- DIRECTIONS FOR THIS TASK -
Lines holding the string "Vernon" are the ones to copy; find them all in the data.

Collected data

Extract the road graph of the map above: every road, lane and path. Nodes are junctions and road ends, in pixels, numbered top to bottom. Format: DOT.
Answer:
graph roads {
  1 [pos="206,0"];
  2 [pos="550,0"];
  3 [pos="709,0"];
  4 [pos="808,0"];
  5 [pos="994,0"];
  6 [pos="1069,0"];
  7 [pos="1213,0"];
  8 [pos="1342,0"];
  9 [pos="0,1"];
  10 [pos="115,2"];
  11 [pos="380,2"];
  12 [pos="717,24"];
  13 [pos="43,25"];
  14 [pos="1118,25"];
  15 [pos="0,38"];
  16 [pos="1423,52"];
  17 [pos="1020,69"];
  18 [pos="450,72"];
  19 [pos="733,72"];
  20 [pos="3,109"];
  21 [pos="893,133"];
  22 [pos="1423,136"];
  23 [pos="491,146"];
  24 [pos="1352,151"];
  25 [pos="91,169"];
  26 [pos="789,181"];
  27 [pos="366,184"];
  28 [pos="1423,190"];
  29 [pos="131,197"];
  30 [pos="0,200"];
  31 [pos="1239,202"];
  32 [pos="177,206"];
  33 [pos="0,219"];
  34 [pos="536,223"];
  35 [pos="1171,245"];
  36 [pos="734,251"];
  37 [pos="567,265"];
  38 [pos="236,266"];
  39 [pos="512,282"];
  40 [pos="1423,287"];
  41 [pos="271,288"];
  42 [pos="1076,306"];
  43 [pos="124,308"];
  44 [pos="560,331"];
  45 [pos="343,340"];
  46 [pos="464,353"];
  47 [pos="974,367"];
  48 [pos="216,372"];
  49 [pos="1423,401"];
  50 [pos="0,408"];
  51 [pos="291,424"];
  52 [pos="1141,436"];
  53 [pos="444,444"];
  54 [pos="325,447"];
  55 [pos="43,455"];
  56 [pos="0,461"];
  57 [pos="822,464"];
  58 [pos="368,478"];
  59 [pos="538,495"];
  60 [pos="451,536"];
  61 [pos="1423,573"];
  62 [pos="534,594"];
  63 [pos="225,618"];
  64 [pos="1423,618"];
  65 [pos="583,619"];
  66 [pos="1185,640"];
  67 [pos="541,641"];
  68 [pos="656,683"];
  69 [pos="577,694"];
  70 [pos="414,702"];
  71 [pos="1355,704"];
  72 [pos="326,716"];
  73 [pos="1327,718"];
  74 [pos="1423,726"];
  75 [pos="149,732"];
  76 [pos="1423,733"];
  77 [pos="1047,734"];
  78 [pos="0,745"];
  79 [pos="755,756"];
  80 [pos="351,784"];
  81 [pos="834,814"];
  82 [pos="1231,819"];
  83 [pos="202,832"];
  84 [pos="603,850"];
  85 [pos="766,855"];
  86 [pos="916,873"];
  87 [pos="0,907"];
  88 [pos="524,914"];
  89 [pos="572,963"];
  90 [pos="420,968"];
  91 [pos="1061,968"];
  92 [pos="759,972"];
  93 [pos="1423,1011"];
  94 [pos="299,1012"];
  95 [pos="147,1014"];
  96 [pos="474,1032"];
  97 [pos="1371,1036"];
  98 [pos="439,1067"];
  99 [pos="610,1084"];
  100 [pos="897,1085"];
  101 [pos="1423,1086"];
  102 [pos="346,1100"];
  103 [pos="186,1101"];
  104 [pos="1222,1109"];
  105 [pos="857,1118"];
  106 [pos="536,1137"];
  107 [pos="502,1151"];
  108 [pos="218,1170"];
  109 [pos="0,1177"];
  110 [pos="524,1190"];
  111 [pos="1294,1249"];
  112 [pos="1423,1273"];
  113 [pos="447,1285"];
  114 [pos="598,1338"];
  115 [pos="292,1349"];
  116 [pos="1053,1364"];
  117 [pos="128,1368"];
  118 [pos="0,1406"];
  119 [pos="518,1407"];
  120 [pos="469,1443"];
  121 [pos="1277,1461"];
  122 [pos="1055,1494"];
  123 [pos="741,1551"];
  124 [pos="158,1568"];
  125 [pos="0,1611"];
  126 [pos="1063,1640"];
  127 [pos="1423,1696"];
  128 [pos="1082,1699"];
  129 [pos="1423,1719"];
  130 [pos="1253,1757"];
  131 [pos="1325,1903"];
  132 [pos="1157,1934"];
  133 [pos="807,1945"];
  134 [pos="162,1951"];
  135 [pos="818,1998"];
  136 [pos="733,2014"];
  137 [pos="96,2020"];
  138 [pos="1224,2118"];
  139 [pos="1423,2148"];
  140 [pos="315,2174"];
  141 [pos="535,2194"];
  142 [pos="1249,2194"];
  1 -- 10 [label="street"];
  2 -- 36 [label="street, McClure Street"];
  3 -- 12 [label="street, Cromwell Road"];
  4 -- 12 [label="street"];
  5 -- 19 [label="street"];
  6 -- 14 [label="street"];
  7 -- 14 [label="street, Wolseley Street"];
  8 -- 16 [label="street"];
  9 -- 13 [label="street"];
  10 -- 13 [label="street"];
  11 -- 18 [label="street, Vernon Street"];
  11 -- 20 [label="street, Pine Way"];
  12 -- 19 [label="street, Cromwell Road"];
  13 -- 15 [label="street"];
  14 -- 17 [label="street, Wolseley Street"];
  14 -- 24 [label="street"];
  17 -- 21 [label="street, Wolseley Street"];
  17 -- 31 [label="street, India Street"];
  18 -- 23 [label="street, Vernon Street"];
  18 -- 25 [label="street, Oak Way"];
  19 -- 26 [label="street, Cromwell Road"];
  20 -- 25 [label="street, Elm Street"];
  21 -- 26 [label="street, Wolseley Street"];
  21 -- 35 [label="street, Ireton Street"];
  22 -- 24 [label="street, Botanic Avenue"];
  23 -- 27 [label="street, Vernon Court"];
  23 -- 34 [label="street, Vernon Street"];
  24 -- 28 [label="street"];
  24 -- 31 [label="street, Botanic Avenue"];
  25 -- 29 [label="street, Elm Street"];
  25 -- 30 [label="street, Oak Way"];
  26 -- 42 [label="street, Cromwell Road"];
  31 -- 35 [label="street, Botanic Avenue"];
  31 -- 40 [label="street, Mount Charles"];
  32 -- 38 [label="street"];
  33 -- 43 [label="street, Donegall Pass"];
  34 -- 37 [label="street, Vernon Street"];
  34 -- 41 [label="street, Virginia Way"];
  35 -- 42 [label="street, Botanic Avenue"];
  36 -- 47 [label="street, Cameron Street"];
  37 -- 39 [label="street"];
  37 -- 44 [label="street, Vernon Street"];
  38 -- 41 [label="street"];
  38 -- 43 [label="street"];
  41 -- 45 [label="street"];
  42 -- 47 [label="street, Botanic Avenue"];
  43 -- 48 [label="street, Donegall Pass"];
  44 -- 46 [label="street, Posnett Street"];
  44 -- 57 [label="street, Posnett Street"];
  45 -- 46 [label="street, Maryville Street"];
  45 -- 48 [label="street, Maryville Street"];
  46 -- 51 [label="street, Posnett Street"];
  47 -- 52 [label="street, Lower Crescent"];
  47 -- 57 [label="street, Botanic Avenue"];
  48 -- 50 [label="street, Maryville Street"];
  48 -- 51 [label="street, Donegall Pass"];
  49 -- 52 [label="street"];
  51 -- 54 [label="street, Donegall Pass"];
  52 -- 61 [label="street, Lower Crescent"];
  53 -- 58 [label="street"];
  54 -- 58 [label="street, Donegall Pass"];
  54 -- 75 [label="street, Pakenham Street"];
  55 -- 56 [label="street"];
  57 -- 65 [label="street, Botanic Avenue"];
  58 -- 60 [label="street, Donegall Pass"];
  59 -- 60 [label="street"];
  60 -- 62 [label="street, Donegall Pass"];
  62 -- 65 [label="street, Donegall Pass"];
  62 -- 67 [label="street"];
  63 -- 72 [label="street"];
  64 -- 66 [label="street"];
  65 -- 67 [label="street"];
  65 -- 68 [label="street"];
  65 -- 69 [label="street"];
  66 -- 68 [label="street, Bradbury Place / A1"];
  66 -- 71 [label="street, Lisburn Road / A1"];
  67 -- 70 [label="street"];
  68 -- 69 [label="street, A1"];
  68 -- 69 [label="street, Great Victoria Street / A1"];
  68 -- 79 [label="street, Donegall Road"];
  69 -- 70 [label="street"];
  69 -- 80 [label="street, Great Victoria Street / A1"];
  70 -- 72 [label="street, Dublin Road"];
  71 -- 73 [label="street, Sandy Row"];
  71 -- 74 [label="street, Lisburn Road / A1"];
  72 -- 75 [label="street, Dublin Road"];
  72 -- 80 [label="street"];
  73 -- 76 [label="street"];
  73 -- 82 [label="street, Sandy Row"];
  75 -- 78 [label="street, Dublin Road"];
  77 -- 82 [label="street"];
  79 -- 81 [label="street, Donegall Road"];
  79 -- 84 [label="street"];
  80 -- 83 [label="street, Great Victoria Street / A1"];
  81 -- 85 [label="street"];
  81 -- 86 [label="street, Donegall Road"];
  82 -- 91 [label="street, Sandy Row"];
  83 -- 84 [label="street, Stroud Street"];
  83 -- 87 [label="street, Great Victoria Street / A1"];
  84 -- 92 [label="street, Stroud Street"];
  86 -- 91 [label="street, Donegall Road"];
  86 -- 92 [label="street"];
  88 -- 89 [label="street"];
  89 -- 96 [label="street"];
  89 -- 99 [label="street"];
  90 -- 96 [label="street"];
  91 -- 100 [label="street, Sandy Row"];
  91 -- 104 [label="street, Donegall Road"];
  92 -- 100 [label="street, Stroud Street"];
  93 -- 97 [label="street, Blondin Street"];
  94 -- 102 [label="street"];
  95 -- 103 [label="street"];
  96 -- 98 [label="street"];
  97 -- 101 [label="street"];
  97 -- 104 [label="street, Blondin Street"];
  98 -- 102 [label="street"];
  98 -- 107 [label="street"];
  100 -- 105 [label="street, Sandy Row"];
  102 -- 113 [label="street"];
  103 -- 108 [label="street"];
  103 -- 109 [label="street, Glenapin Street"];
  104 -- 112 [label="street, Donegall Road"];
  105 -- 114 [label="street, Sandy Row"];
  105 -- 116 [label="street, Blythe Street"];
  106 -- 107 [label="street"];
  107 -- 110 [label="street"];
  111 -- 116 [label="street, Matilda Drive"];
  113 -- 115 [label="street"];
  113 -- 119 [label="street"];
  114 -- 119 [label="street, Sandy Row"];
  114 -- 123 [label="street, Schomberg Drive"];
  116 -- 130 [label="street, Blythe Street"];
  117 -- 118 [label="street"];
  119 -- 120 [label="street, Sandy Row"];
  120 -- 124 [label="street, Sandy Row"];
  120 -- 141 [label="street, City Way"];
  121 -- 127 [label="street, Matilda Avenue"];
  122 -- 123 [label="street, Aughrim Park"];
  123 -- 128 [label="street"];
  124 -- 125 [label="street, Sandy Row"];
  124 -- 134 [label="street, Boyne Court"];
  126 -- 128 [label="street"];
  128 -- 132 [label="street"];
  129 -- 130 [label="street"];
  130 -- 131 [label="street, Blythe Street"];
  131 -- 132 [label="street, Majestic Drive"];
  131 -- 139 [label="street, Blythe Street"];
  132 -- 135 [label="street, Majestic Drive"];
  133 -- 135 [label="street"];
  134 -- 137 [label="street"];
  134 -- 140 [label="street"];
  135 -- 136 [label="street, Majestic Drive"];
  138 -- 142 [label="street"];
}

- TASK SOLUTION -
  11 -- 18 [label="street, Vernon Street"];
  18 -- 23 [label="street, Vernon Street"];
  23 -- 27 [label="street, Vernon Court"];
  23 -- 34 [label="street, Vernon Street"];
  34 -- 37 [label="street, Vernon Street"];
  37 -- 44 [label="street, Vernon Street"];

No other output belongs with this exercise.